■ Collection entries
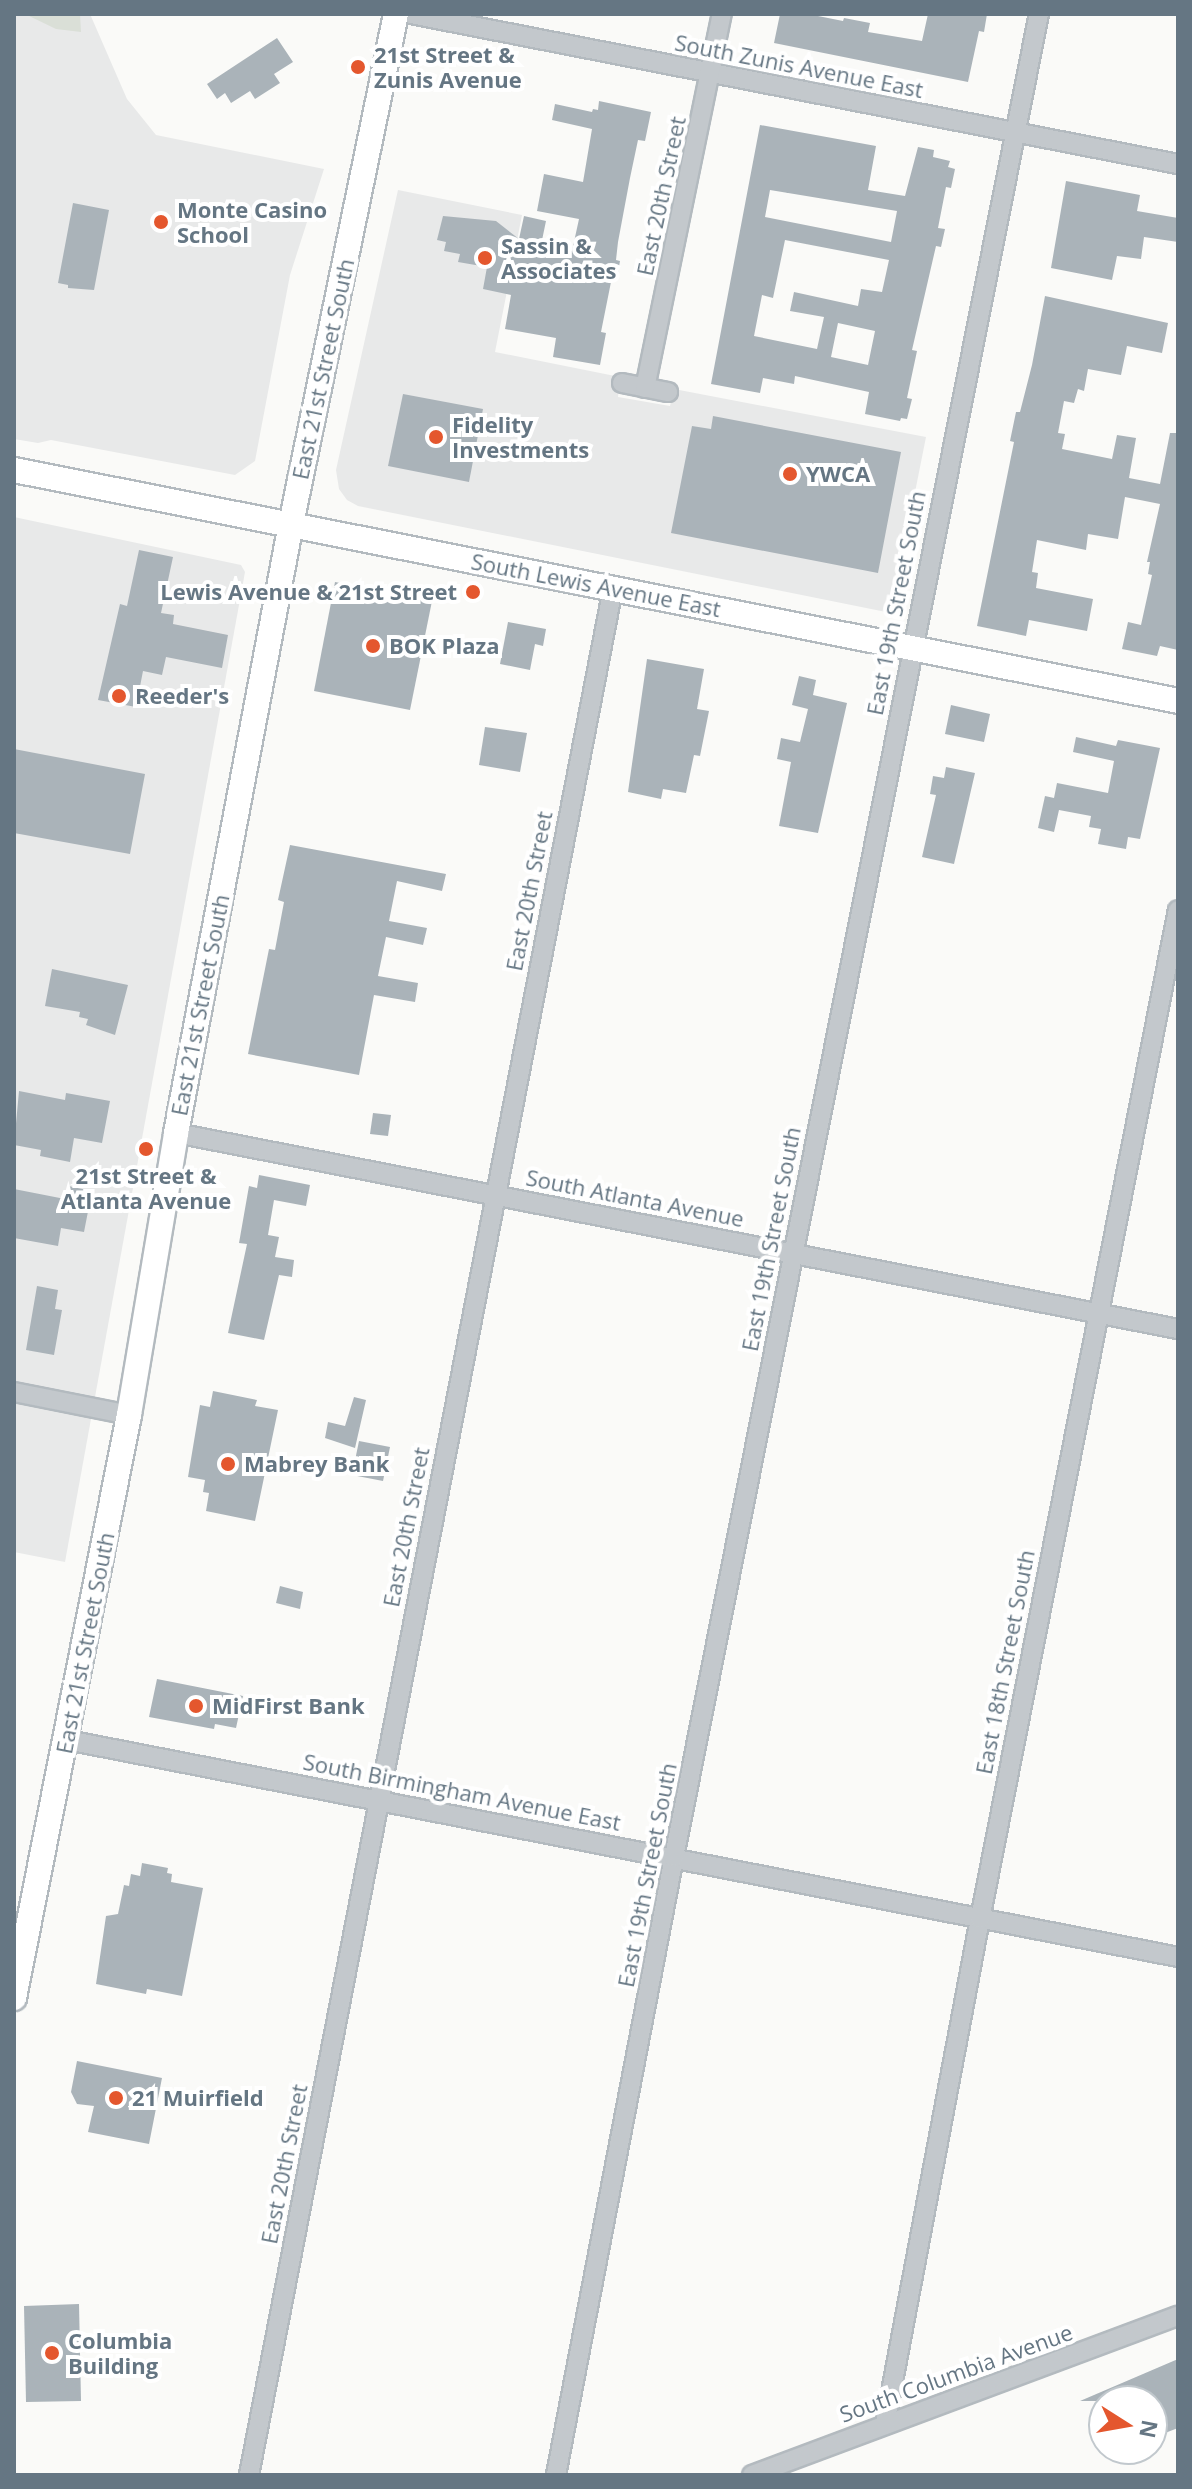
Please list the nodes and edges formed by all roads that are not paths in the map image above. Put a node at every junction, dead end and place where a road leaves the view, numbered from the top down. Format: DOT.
graph roads {
  1 [pos="396,14"];
  2 [pos="411,14"];
  3 [pos="722,14"];
  4 [pos="1039,14"];
  5 [pos="711,73"];
  6 [pos="1015,132"];
  7 [pos="1178,164"];
  8 [pos="622,383"];
  9 [pos="645,388"];
  10 [pos="668,392"];
  11 [pos="14,470"];
  12 [pos="291,524"];
  13 [pos="613,589"];
  14 [pos="911,648"];
  15 [pos="1178,701"];
  16 [pos="1178,910"];
  17 [pos="176,1133"];
  18 [pos="494,1194"];
  19 [pos="793,1254"];
  20 [pos="1099,1314"];
  21 [pos="1178,1329"];
  22 [pos="14,1392"];
  23 [pos="129,1415"];
  24 [pos="67,1740"];
  25 [pos="378,1801"];
  26 [pos="674,1857"];
  27 [pos="980,1919"];
  28 [pos="1178,1957"];
  29 [pos="14,1998"];
  30 [pos="1178,2316"];
  31 [pos="885,2424"];
  32 [pos="249,2475"];
  33 [pos="556,2475"];
  34 [pos="752,2475"];
  1 -- 12 [label="main road, East 21st Street South"];
  2 -- 5 [label="street, South Zunis Avenue East"];
  3 -- 5 [label="street, East 20th Street"];
  4 -- 6 [label="street, East 19th Street South"];
  5 -- 6 [label="street, South Zunis Avenue East"];
  5 -- 9 [label="street, East 20th Street"];
  6 -- 7 [label="street, South Zunis Avenue East"];
  6 -- 14 [label="street, East 19th Street South"];
  8 -- 9 [label="street"];
  9 -- 10 [label="street"];
  11 -- 12 [label="main road, South Lewis Avenue East"];
  12 -- 13 [label="main road, South Lewis Avenue East"];
  12 -- 17 [label="main road, East 21st Street South"];
  13 -- 14 [label="main road, South Lewis Avenue East"];
  13 -- 18 [label="street, East 20th Street"];
  14 -- 15 [label="main road, South Lewis Avenue East"];
  14 -- 19 [label="street, East 19th Street South"];
  16 -- 20 [label="street, East 18th Street South"];
  17 -- 18 [label="street, South Atlanta Avenue"];
  17 -- 23 [label="main road, East 21st Street South"];
  18 -- 19 [label="street, South Atlanta Avenue"];
  18 -- 25 [label="street, East 20th Street"];
  19 -- 20 [label="street, South Atlanta Avenue"];
  19 -- 26 [label="street, East 19th Street South"];
  20 -- 21 [label="street, South Atlanta Avenue"];
  20 -- 27 [label="street, East 18th Street South"];
  22 -- 23 [label="street"];
  23 -- 24 [label="main road, East 21st Street South"];
  24 -- 25 [label="street, South Birmingham Avenue East"];
  24 -- 29 [label="main road, East 21st Street South"];
  25 -- 26 [label="street, South Birmingham Avenue East"];
  25 -- 32 [label="street, East 20th Street"];
  26 -- 27 [label="street, South Birmingham Avenue East"];
  26 -- 33 [label="street, East 19th Street South"];
  27 -- 28 [label="street, South Birmingham Avenue East"];
  27 -- 31 [label="street, East 18th Street South"];
  30 -- 31 [label="street, South Columbia Avenue"];
  31 -- 34 [label="street, South Columbia Avenue"];
}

■ Exercise details
Would you copy all of the data exactly? Keep the pictures out of it.

■ Written reply
Please list the nodes and edges formed by all roads that are not paths in the map image above. Put a node at every junction, dead end and place where a road leaves the view, numbered from the top down. Format: DOT.
graph roads {
  1 [pos="396,14"];
  2 [pos="411,14"];
  3 [pos="722,14"];
  4 [pos="1039,14"];
  5 [pos="711,73"];
  6 [pos="1015,132"];
  7 [pos="1178,164"];
  8 [pos="622,383"];
  9 [pos="645,388"];
  10 [pos="668,392"];
  11 [pos="14,470"];
  12 [pos="291,524"];
  13 [pos="613,589"];
  14 [pos="911,648"];
  15 [pos="1178,701"];
  16 [pos="1178,910"];
  17 [pos="176,1133"];
  18 [pos="494,1194"];
  19 [pos="793,1254"];
  20 [pos="1099,1314"];
  21 [pos="1178,1329"];
  22 [pos="14,1392"];
  23 [pos="129,1415"];
  24 [pos="67,1740"];
  25 [pos="378,1801"];
  26 [pos="674,1857"];
  27 [pos="980,1919"];
  28 [pos="1178,1957"];
  29 [pos="14,1998"];
  30 [pos="1178,2316"];
  31 [pos="885,2424"];
  32 [pos="249,2475"];
  33 [pos="556,2475"];
  34 [pos="752,2475"];
  1 -- 12 [label="main road, East 21st Street South"];
  2 -- 5 [label="street, South Zunis Avenue East"];
  3 -- 5 [label="street, East 20th Street"];
  4 -- 6 [label="street, East 19th Street South"];
  5 -- 6 [label="street, South Zunis Avenue East"];
  5 -- 9 [label="street, East 20th Street"];
  6 -- 7 [label="street, South Zunis Avenue East"];
  6 -- 14 [label="street, East 19th Street South"];
  8 -- 9 [label="street"];
  9 -- 10 [label="street"];
  11 -- 12 [label="main road, South Lewis Avenue East"];
  12 -- 13 [label="main road, South Lewis Avenue East"];
  12 -- 17 [label="main road, East 21st Street South"];
  13 -- 14 [label="main road, South Lewis Avenue East"];
  13 -- 18 [label="street, East 20th Street"];
  14 -- 15 [label="main road, South Lewis Avenue East"];
  14 -- 19 [label="street, East 19th Street South"];
  16 -- 20 [label="street, East 18th Street South"];
  17 -- 18 [label="street, South Atlanta Avenue"];
  17 -- 23 [label="main road, East 21st Street South"];
  18 -- 19 [label="street, South Atlanta Avenue"];
  18 -- 25 [label="street, East 20th Street"];
  19 -- 20 [label="street, South Atlanta Avenue"];
  19 -- 26 [label="street, East 19th Street South"];
  20 -- 21 [label="street, South Atlanta Avenue"];
  20 -- 27 [label="street, East 18th Street South"];
  22 -- 23 [label="street"];
  23 -- 24 [label="main road, East 21st Street South"];
  24 -- 25 [label="street, South Birmingham Avenue East"];
  24 -- 29 [label="main road, East 21st Street South"];
  25 -- 26 [label="street, South Birmingham Avenue East"];
  25 -- 32 [label="street, East 20th Street"];
  26 -- 27 [label="street, South Birmingham Avenue East"];
  26 -- 33 [label="street, East 19th Street South"];
  27 -- 28 [label="street, South Birmingham Avenue East"];
  27 -- 31 [label="street, East 18th Street South"];
  30 -- 31 [label="street, South Columbia Avenue"];
  31 -- 34 [label="street, South Columbia Avenue"];
}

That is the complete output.